=== Data records ===

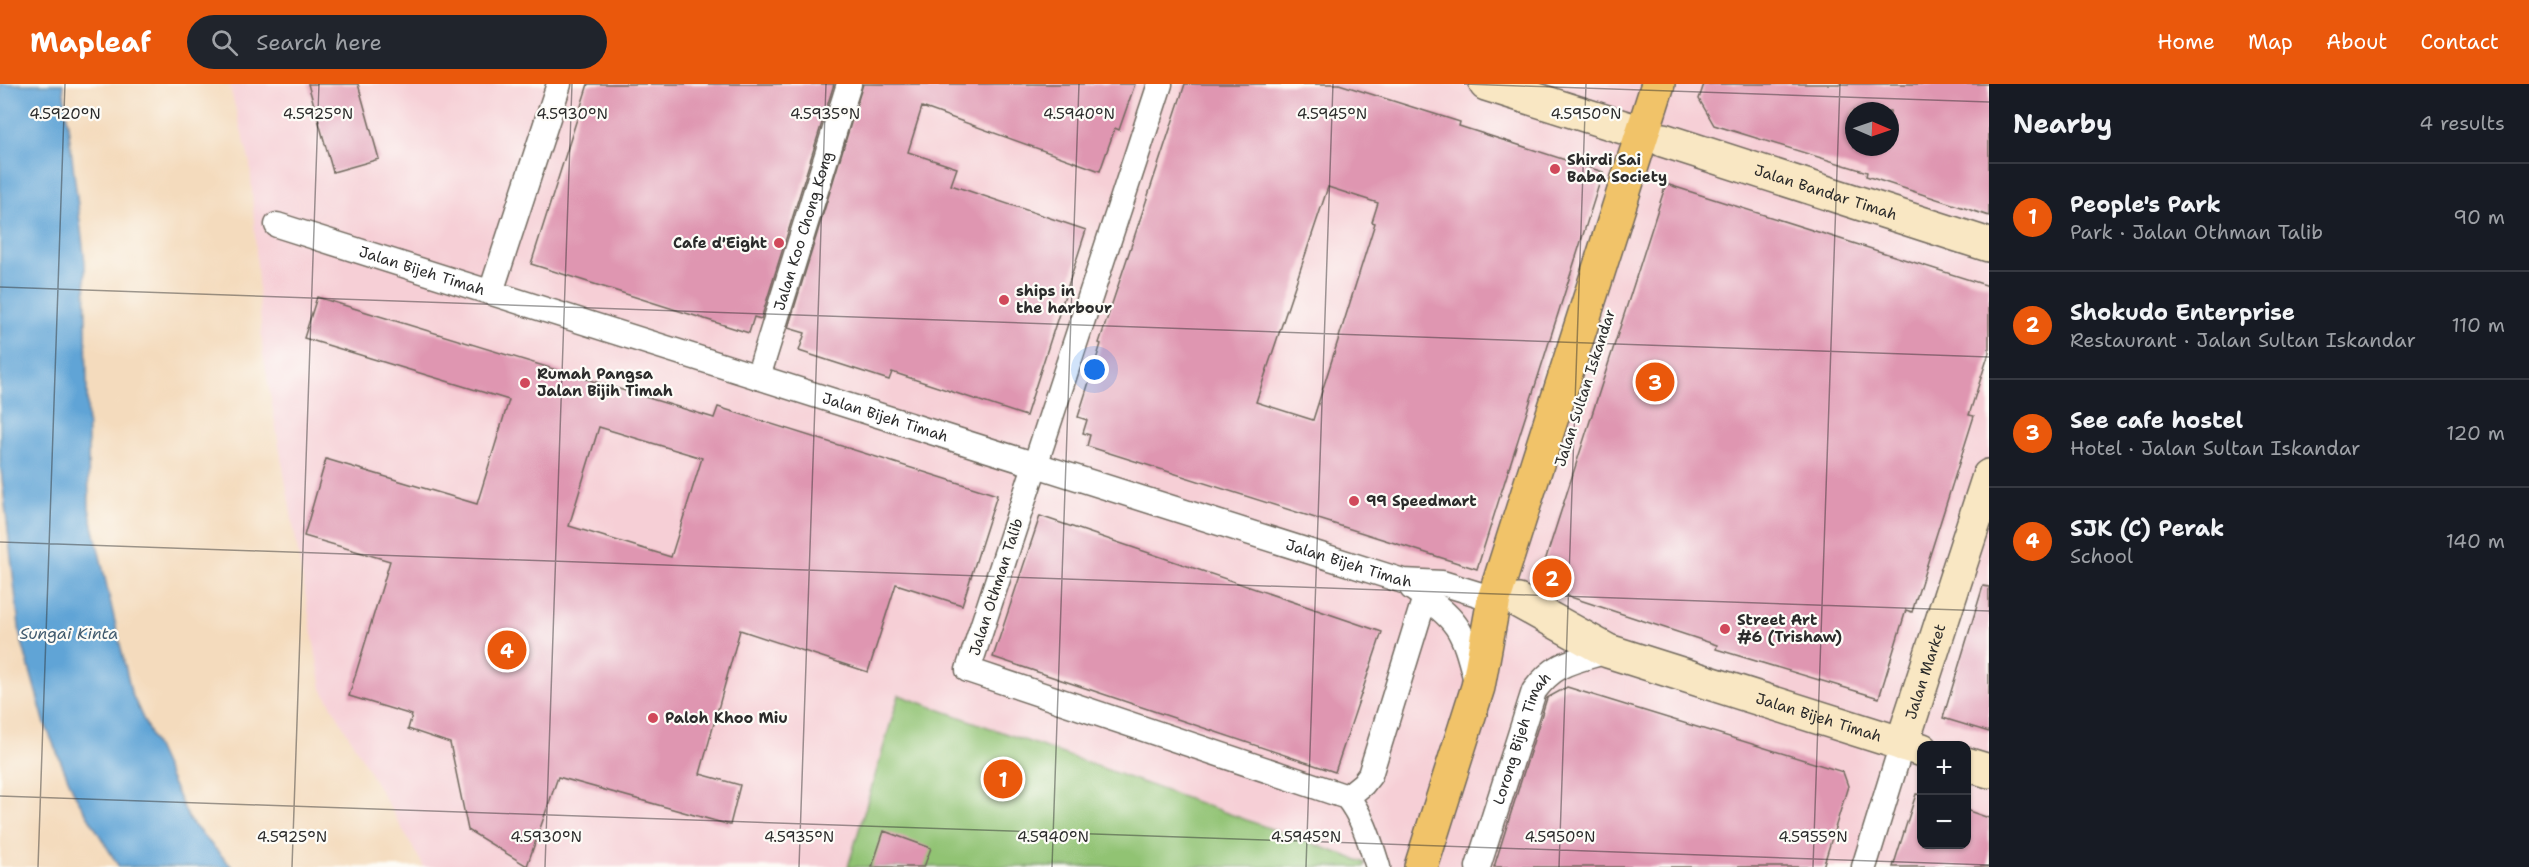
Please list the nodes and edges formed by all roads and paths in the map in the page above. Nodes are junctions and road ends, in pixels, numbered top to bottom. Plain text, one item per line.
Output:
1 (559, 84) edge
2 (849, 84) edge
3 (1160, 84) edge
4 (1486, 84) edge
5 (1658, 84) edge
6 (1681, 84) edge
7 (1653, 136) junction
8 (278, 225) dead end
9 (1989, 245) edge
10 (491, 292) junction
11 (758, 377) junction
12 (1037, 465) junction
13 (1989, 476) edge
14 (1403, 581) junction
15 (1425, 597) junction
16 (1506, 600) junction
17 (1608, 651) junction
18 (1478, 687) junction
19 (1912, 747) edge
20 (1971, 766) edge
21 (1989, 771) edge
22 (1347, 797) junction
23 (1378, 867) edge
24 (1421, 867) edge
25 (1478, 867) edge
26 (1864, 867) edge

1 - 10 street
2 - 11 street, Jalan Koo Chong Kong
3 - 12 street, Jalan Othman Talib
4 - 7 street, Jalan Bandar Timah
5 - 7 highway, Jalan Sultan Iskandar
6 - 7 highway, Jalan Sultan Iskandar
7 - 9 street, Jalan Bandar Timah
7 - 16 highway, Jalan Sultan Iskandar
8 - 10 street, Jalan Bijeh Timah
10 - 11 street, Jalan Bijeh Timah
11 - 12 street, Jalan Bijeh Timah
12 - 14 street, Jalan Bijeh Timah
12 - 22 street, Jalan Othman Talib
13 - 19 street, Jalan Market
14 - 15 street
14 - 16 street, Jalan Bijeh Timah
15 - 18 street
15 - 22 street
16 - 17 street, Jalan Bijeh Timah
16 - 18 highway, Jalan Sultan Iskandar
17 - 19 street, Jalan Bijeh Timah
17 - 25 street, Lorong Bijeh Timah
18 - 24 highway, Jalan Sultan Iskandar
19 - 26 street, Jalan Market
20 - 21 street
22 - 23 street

===
=== Data records ===

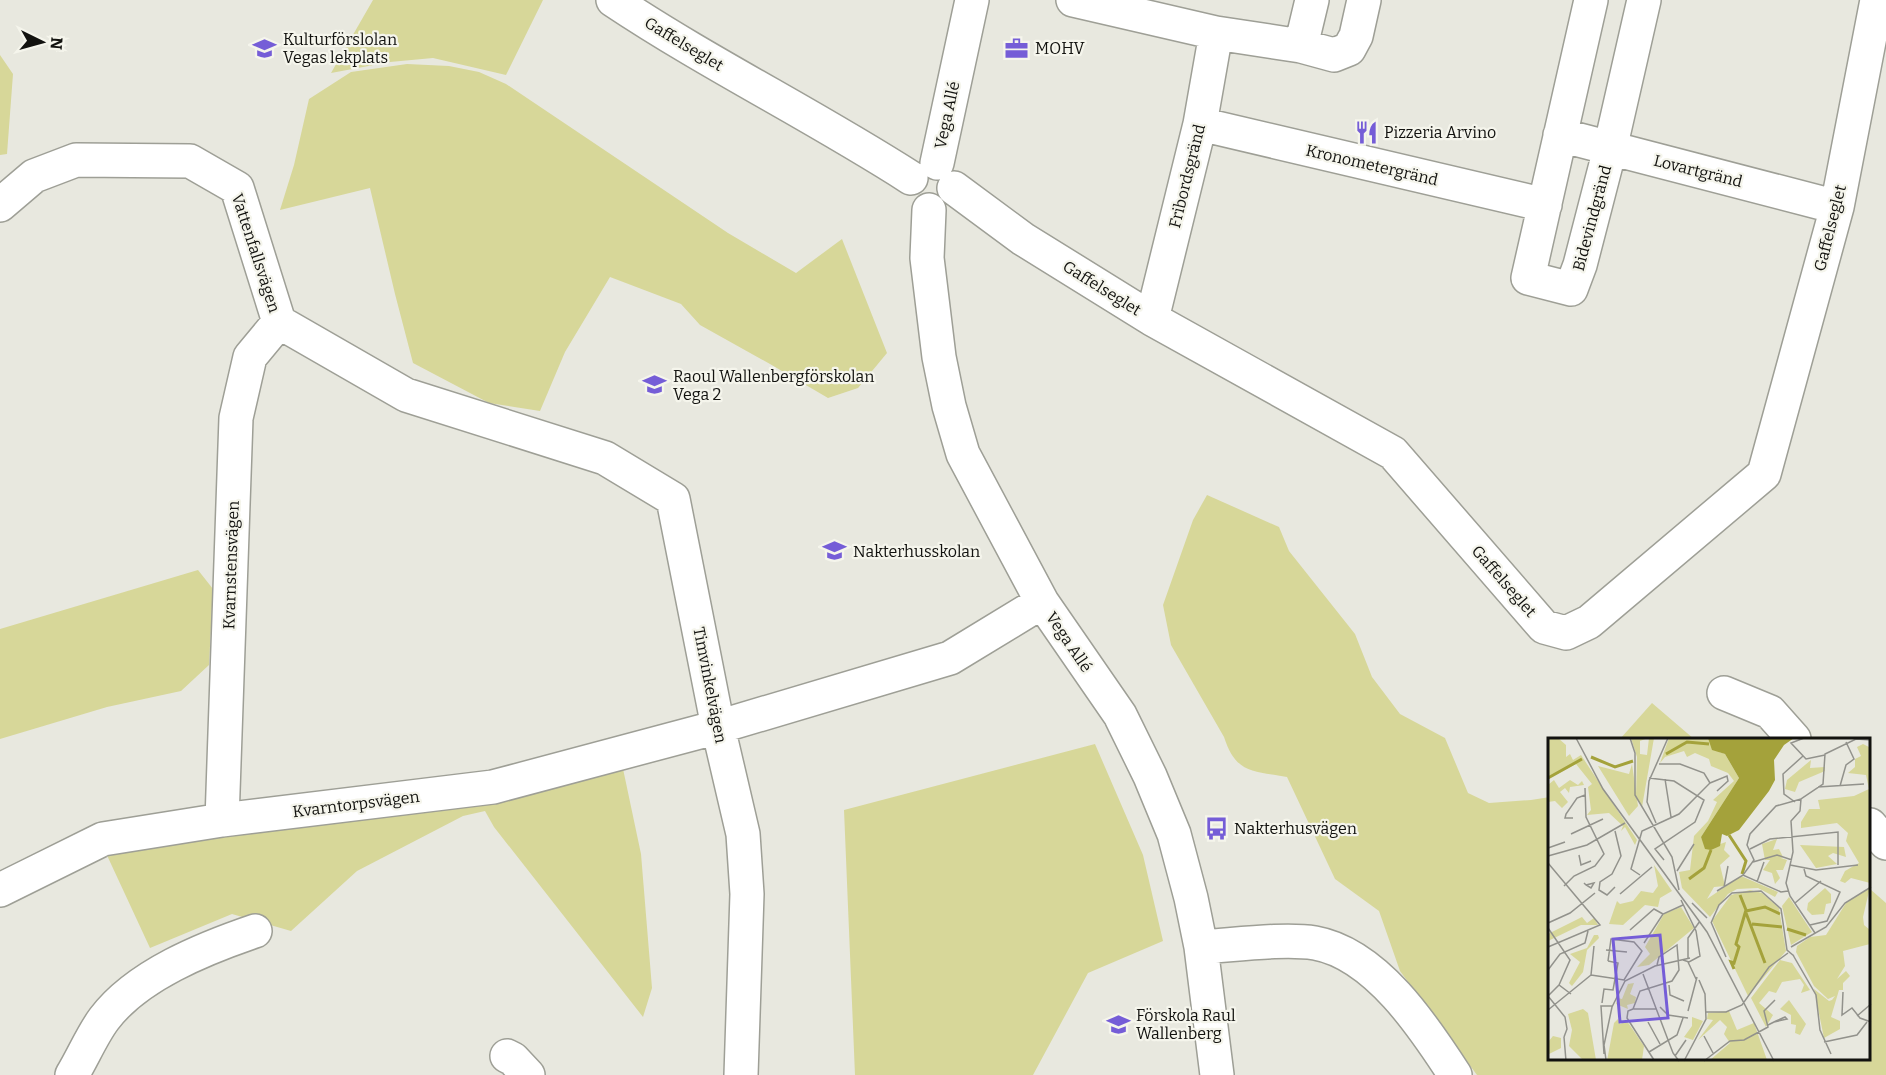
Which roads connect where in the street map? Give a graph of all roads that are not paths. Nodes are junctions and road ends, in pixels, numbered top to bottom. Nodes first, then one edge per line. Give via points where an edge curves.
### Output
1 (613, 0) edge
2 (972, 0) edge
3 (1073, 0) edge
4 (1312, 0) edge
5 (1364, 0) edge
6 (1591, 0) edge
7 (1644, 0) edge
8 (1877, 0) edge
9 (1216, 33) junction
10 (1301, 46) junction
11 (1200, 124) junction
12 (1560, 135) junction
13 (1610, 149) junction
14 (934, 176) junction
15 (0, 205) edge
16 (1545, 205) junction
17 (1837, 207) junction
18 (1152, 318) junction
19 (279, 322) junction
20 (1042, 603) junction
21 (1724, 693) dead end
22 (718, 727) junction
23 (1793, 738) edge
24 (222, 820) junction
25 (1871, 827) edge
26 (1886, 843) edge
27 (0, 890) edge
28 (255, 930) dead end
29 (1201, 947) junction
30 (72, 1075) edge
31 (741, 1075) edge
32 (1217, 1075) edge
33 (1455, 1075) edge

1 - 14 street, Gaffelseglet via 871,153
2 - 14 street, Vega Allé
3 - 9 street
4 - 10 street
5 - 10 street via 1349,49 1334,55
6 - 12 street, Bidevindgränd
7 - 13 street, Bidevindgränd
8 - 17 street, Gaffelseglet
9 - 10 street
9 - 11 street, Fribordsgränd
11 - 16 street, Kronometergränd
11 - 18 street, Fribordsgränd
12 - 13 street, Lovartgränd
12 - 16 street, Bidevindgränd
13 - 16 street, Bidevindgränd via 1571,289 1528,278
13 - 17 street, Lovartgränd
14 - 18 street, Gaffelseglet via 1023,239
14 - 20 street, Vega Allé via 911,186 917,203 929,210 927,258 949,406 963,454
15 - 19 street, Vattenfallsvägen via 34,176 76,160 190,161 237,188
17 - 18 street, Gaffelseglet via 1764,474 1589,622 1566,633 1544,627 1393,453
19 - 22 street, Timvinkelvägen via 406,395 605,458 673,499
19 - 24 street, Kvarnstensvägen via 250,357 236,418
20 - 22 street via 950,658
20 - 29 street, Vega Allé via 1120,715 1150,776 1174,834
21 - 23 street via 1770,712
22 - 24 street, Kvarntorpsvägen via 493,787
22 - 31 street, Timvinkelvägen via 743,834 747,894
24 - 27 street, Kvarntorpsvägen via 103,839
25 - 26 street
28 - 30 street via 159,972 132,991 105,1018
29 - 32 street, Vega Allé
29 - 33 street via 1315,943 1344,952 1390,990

===

• What to work on
Where a line of the data includes the string "Gaffelseglet", list that line.

• Solved problem
1 - 14 street, Gaffelseglet via 871,153
8 - 17 street, Gaffelseglet
14 - 18 street, Gaffelseglet via 1023,239
17 - 18 street, Gaffelseglet via 1764,474 1589,622 1566,633 1544,627 1393,453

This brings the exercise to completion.